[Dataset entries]
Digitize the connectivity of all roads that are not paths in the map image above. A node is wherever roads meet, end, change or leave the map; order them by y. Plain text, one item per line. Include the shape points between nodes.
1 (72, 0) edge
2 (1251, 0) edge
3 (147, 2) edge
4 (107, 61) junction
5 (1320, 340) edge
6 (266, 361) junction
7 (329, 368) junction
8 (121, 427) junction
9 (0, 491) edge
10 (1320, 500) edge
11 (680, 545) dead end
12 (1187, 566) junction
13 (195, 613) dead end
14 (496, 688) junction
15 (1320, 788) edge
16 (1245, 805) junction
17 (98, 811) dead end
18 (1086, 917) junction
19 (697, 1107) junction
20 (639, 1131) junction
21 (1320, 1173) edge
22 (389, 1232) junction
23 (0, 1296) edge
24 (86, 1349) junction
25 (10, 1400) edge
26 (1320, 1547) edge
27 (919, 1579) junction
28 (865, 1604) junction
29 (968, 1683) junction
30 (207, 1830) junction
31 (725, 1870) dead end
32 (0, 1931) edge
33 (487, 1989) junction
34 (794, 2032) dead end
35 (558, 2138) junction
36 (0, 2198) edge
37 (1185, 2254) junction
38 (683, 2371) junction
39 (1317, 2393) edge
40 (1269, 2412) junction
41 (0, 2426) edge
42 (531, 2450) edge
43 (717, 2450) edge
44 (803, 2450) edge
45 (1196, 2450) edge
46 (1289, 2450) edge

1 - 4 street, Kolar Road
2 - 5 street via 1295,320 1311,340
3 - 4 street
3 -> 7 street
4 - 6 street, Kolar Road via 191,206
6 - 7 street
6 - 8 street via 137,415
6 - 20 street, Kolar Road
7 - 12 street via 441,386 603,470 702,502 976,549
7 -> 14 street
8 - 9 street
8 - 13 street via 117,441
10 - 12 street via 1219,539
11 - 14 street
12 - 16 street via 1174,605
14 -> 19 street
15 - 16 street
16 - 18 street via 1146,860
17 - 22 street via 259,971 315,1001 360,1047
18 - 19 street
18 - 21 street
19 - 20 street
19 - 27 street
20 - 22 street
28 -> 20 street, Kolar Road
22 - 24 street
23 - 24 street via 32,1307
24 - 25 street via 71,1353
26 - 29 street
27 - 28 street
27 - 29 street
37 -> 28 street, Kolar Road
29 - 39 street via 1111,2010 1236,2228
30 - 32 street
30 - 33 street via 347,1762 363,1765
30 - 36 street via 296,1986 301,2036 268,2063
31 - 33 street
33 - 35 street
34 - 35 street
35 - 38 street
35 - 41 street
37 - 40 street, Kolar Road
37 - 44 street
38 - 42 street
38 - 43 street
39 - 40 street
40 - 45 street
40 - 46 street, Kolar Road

§ **WHAT THE TASK REQUIRES**: Repeat the whole of the data above exactly, keeping every word.

§ **REPLY TO THE TASK**:
Digitize the connectivity of all roads that are not paths in the map image above. A node is wherever roads meet, end, change or leave the map; order them by y. Plain text, one item per line. Include the shape points between nodes.
1 (72, 0) edge
2 (1251, 0) edge
3 (147, 2) edge
4 (107, 61) junction
5 (1320, 340) edge
6 (266, 361) junction
7 (329, 368) junction
8 (121, 427) junction
9 (0, 491) edge
10 (1320, 500) edge
11 (680, 545) dead end
12 (1187, 566) junction
13 (195, 613) dead end
14 (496, 688) junction
15 (1320, 788) edge
16 (1245, 805) junction
17 (98, 811) dead end
18 (1086, 917) junction
19 (697, 1107) junction
20 (639, 1131) junction
21 (1320, 1173) edge
22 (389, 1232) junction
23 (0, 1296) edge
24 (86, 1349) junction
25 (10, 1400) edge
26 (1320, 1547) edge
27 (919, 1579) junction
28 (865, 1604) junction
29 (968, 1683) junction
30 (207, 1830) junction
31 (725, 1870) dead end
32 (0, 1931) edge
33 (487, 1989) junction
34 (794, 2032) dead end
35 (558, 2138) junction
36 (0, 2198) edge
37 (1185, 2254) junction
38 (683, 2371) junction
39 (1317, 2393) edge
40 (1269, 2412) junction
41 (0, 2426) edge
42 (531, 2450) edge
43 (717, 2450) edge
44 (803, 2450) edge
45 (1196, 2450) edge
46 (1289, 2450) edge

1 - 4 street, Kolar Road
2 - 5 street via 1295,320 1311,340
3 - 4 street
3 -> 7 street
4 - 6 street, Kolar Road via 191,206
6 - 7 street
6 - 8 street via 137,415
6 - 20 street, Kolar Road
7 - 12 street via 441,386 603,470 702,502 976,549
7 -> 14 street
8 - 9 street
8 - 13 street via 117,441
10 - 12 street via 1219,539
11 - 14 street
12 - 16 street via 1174,605
14 -> 19 street
15 - 16 street
16 - 18 street via 1146,860
17 - 22 street via 259,971 315,1001 360,1047
18 - 19 street
18 - 21 street
19 - 20 street
19 - 27 street
20 - 22 street
28 -> 20 street, Kolar Road
22 - 24 street
23 - 24 street via 32,1307
24 - 25 street via 71,1353
26 - 29 street
27 - 28 street
27 - 29 street
37 -> 28 street, Kolar Road
29 - 39 street via 1111,2010 1236,2228
30 - 32 street
30 - 33 street via 347,1762 363,1765
30 - 36 street via 296,1986 301,2036 268,2063
31 - 33 street
33 - 35 street
34 - 35 street
35 - 38 street
35 - 41 street
37 - 40 street, Kolar Road
37 - 44 street
38 - 42 street
38 - 43 street
39 - 40 street
40 - 45 street
40 - 46 street, Kolar Road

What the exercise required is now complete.